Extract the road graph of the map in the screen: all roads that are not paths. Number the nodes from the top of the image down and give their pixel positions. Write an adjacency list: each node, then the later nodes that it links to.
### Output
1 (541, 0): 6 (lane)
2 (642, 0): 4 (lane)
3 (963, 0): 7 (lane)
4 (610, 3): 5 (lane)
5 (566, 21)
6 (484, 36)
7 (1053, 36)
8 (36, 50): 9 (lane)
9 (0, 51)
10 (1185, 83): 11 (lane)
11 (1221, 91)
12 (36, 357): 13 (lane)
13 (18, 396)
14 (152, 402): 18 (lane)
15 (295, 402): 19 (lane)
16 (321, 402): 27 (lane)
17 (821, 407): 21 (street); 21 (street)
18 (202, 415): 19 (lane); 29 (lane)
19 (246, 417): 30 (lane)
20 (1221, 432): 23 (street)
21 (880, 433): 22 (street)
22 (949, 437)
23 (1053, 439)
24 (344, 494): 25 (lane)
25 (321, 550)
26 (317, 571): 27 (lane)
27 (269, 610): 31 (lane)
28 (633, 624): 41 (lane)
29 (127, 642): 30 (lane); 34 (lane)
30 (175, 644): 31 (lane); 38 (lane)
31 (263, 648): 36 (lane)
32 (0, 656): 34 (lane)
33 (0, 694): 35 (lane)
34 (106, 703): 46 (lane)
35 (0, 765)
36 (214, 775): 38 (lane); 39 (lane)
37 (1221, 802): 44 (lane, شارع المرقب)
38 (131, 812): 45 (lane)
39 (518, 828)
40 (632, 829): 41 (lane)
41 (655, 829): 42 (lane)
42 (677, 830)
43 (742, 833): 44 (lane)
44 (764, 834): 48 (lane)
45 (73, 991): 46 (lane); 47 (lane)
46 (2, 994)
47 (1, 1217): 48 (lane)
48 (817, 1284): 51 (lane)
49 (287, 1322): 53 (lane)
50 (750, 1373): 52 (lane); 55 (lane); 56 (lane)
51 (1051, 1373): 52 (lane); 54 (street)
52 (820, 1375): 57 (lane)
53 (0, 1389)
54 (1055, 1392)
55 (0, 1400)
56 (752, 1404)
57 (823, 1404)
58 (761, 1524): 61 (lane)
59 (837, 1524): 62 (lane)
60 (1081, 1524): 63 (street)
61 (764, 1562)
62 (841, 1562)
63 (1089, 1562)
◆ ◆ ◆ ◆ ◆
Pull every line containing "street" from the data.

17 (821, 407): 21 (street); 21 (street)
20 (1221, 432): 23 (street)
21 (880, 433): 22 (street)
51 (1051, 1373): 52 (lane); 54 (street)
60 (1081, 1524): 63 (street)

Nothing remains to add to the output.